PROMPT >> Check each line of the entries below for the string "above"; copy every line where it appears.

DATA SHOWN >>
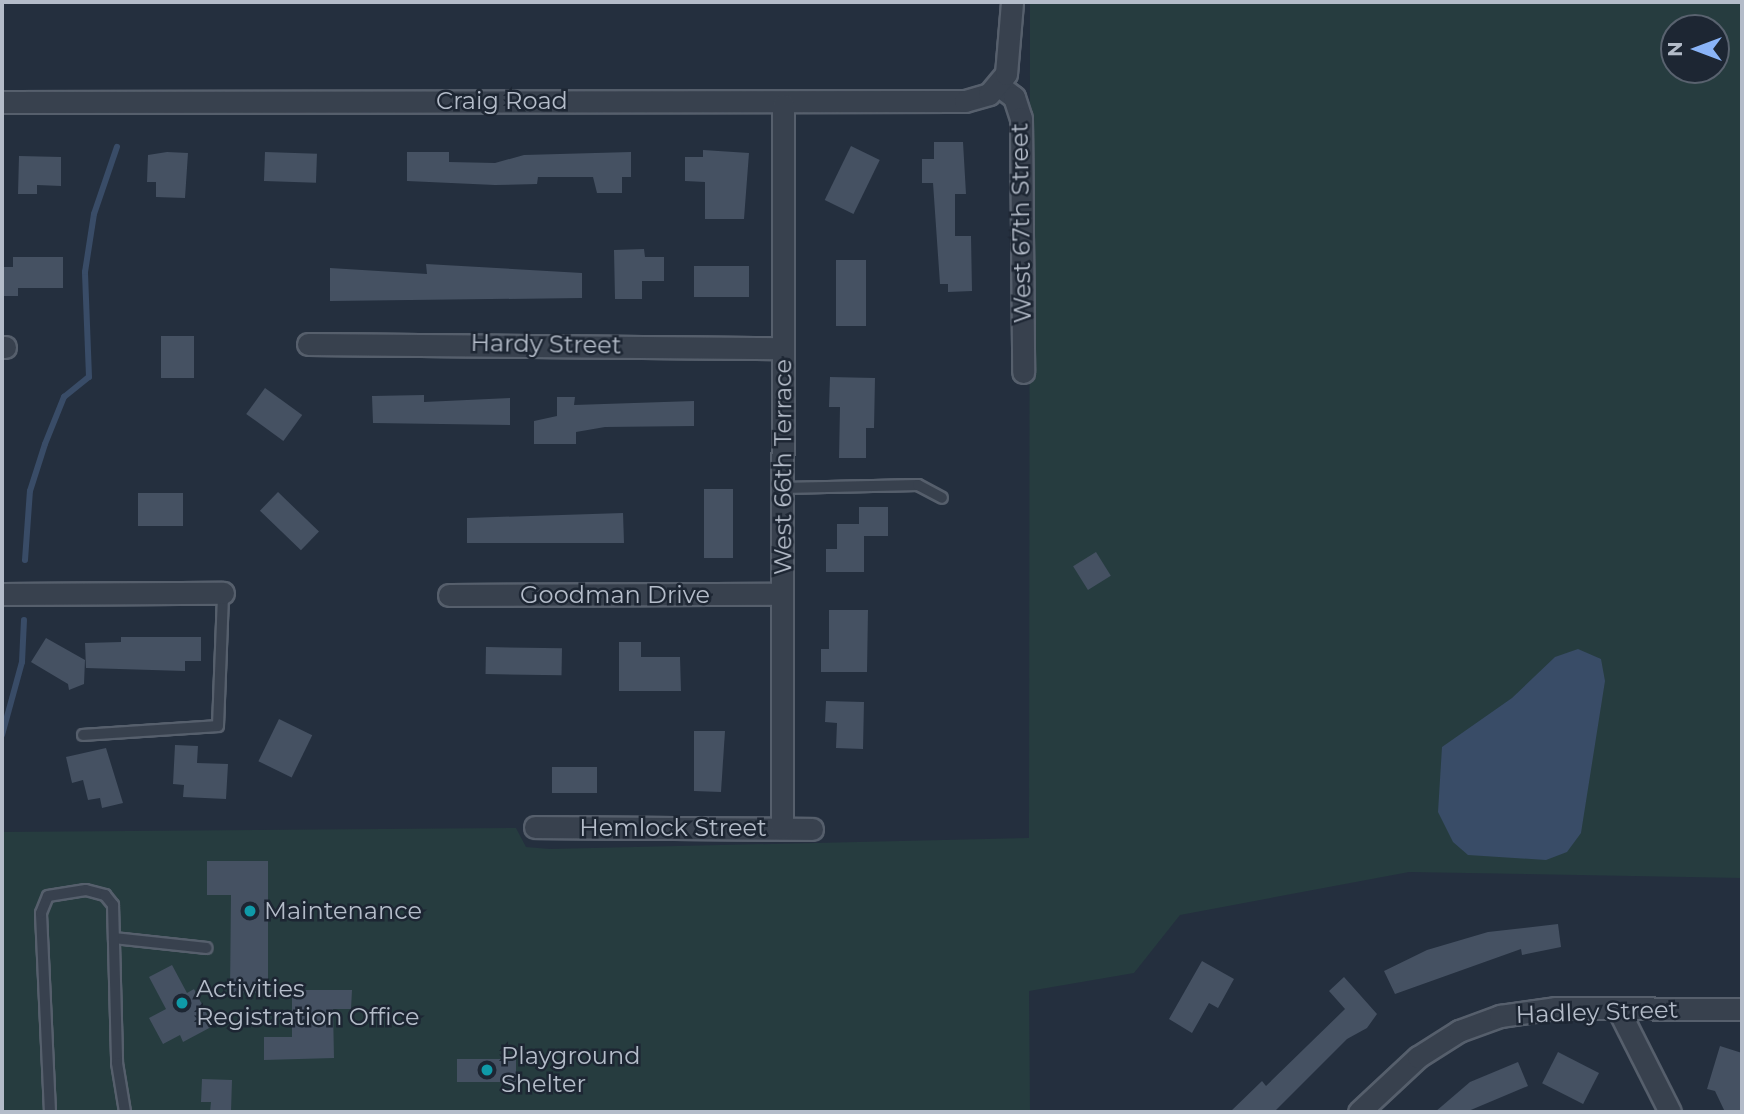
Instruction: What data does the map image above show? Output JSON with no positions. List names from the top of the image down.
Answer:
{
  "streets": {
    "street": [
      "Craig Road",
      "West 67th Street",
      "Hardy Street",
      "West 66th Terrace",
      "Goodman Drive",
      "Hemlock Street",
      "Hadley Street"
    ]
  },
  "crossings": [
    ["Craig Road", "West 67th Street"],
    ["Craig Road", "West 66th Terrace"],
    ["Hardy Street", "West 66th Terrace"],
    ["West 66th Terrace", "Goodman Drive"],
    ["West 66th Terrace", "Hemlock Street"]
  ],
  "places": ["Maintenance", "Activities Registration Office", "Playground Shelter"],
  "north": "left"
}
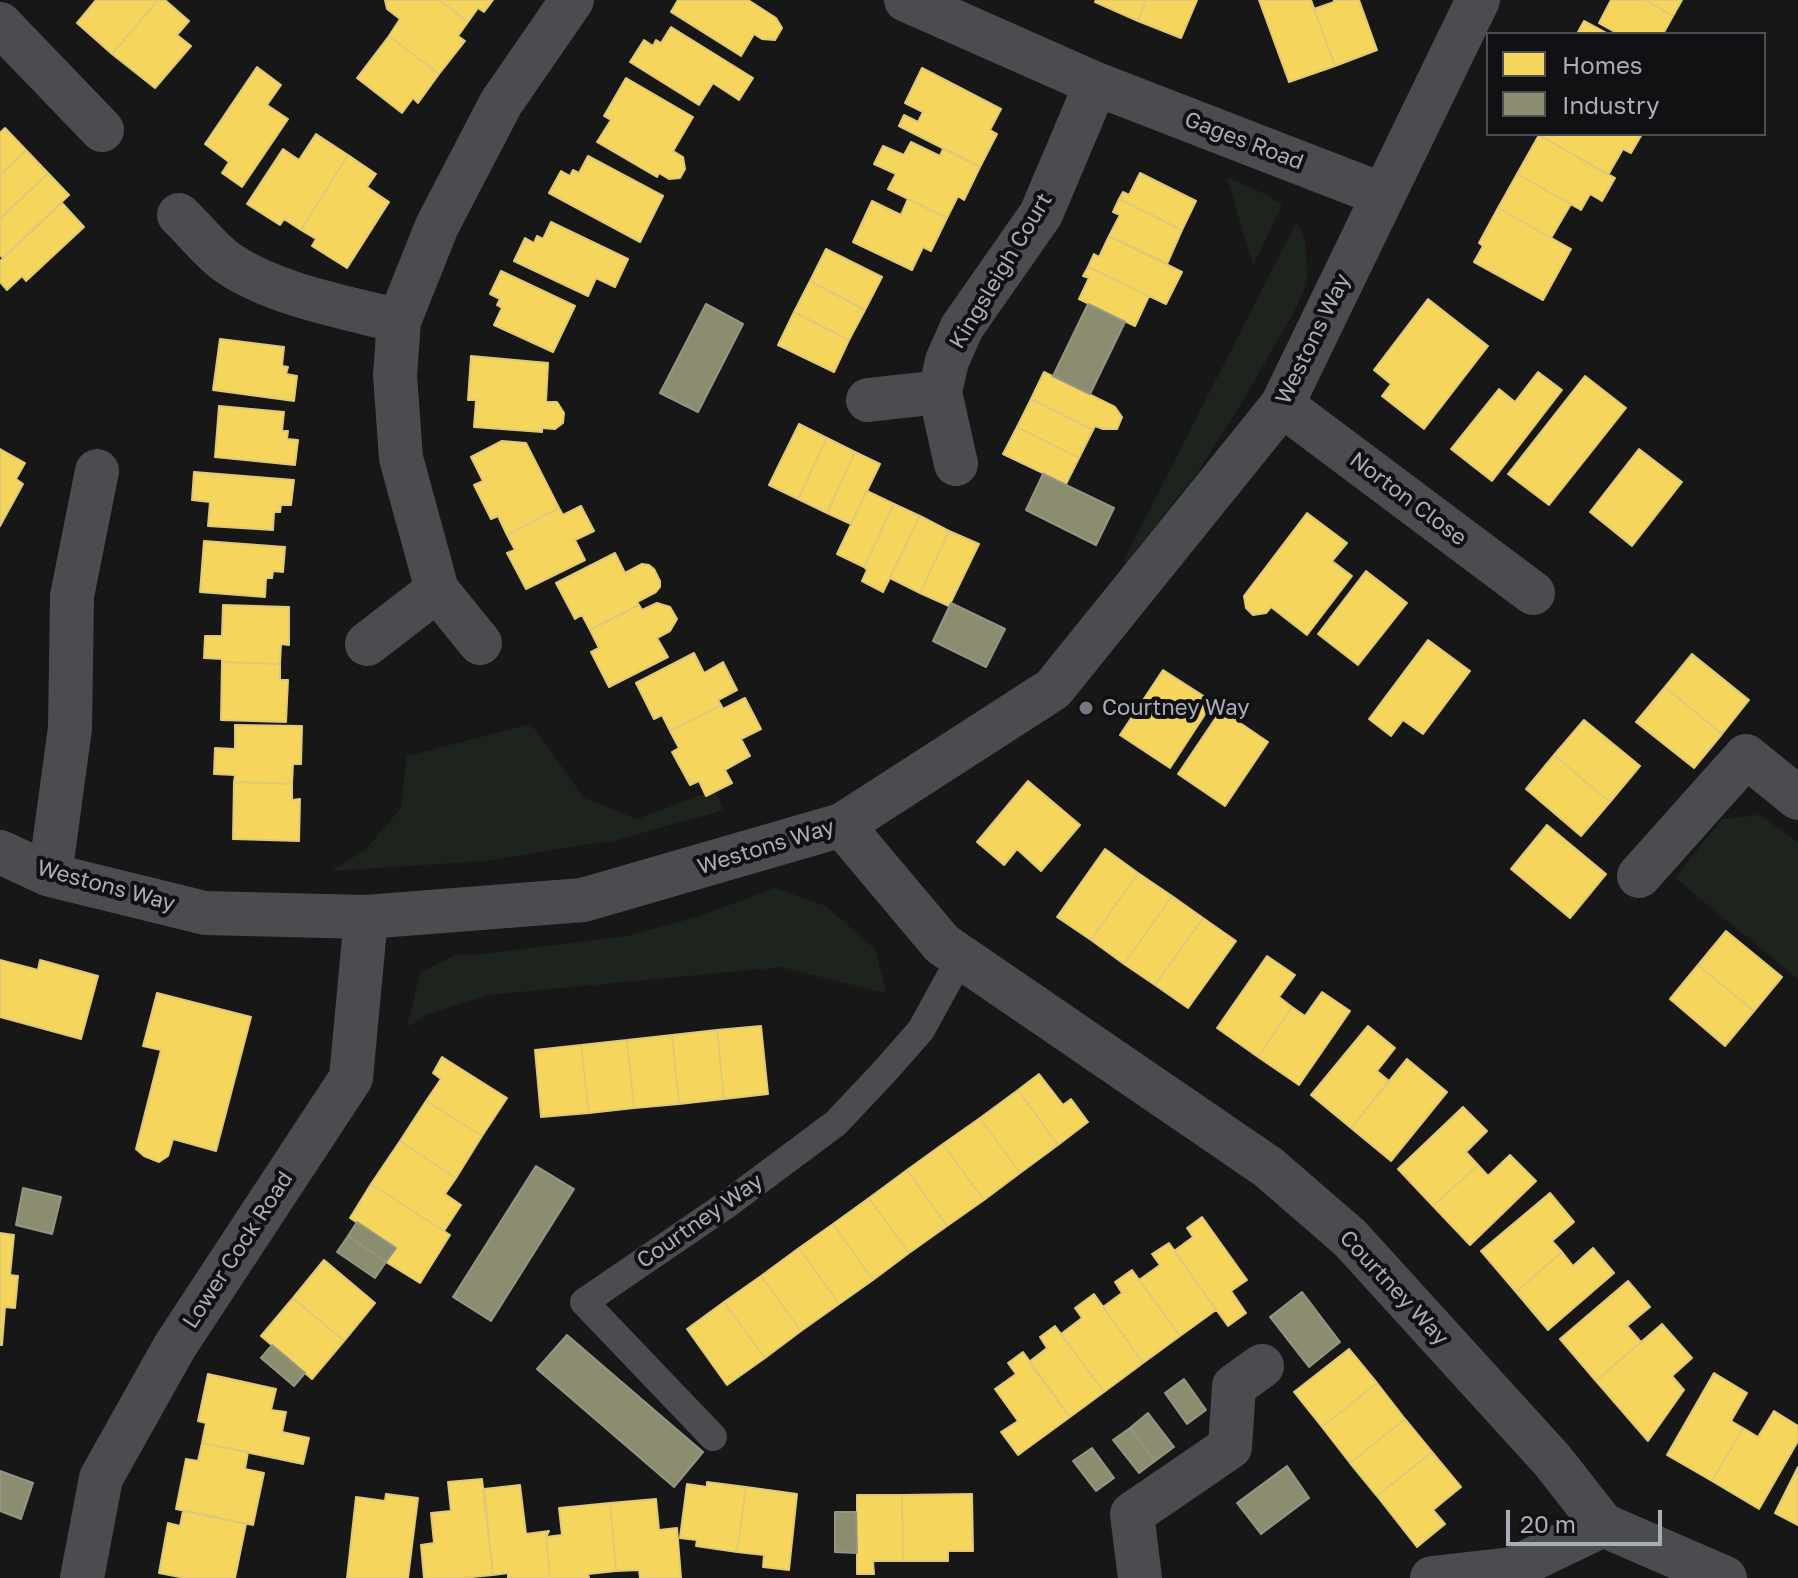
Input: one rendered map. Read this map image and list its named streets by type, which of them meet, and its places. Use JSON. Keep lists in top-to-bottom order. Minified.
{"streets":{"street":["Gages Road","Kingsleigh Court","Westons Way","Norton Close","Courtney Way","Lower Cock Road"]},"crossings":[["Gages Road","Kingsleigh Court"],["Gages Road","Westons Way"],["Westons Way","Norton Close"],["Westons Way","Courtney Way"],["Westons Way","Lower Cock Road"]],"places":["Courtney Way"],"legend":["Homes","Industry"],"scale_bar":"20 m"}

--

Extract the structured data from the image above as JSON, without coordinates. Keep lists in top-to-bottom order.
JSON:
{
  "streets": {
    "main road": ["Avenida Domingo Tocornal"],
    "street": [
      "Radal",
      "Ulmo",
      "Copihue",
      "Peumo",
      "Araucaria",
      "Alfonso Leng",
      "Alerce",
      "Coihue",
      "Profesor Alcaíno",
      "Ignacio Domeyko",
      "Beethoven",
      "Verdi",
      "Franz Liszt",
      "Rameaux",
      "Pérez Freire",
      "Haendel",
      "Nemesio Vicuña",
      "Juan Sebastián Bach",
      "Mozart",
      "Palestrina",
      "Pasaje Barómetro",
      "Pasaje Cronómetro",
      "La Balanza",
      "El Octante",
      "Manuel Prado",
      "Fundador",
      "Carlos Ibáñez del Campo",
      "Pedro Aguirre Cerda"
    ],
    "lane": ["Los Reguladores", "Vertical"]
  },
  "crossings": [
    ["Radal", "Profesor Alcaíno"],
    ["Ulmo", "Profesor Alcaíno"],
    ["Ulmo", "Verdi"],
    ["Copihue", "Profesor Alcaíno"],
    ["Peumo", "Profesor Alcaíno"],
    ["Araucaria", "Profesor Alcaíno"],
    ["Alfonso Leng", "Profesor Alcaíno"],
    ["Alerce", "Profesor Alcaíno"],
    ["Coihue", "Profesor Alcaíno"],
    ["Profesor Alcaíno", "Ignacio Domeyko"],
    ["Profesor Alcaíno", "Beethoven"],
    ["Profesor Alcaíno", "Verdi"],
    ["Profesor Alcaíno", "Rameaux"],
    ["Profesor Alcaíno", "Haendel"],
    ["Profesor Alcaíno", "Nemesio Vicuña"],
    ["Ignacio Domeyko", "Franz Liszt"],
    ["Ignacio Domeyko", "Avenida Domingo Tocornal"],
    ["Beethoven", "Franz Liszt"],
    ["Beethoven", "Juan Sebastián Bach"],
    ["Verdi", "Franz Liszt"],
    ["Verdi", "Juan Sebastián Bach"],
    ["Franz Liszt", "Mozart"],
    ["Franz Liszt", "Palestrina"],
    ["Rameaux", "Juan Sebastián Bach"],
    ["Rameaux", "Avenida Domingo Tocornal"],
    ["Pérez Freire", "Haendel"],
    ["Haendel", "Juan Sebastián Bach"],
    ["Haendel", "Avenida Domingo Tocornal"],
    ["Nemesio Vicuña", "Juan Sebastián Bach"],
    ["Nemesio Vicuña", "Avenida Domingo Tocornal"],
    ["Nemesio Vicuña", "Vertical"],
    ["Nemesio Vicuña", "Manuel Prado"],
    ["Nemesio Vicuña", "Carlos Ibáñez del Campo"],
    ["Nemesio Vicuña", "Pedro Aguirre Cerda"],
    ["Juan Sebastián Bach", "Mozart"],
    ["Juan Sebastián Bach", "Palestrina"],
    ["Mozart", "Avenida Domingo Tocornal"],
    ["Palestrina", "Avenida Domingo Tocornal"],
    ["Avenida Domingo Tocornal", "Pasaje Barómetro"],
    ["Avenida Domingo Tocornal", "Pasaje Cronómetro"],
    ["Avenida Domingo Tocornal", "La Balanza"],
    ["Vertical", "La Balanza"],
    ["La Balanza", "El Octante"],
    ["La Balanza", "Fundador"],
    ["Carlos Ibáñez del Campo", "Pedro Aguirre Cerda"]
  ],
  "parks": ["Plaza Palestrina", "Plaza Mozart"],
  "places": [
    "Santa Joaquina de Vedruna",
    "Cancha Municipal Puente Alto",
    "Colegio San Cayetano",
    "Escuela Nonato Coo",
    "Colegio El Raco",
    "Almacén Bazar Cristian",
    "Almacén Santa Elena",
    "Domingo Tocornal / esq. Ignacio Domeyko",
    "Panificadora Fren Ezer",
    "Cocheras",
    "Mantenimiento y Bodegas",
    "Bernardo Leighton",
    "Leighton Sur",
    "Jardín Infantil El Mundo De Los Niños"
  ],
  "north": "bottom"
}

TASK OUTPUT >>
Instruction: What data does the map image above show? Output JSON with no positions. List names from the top of the image down.
Extract the structured data from the image above as JSON, without coordinates. Keep lists in top-to-bottom order.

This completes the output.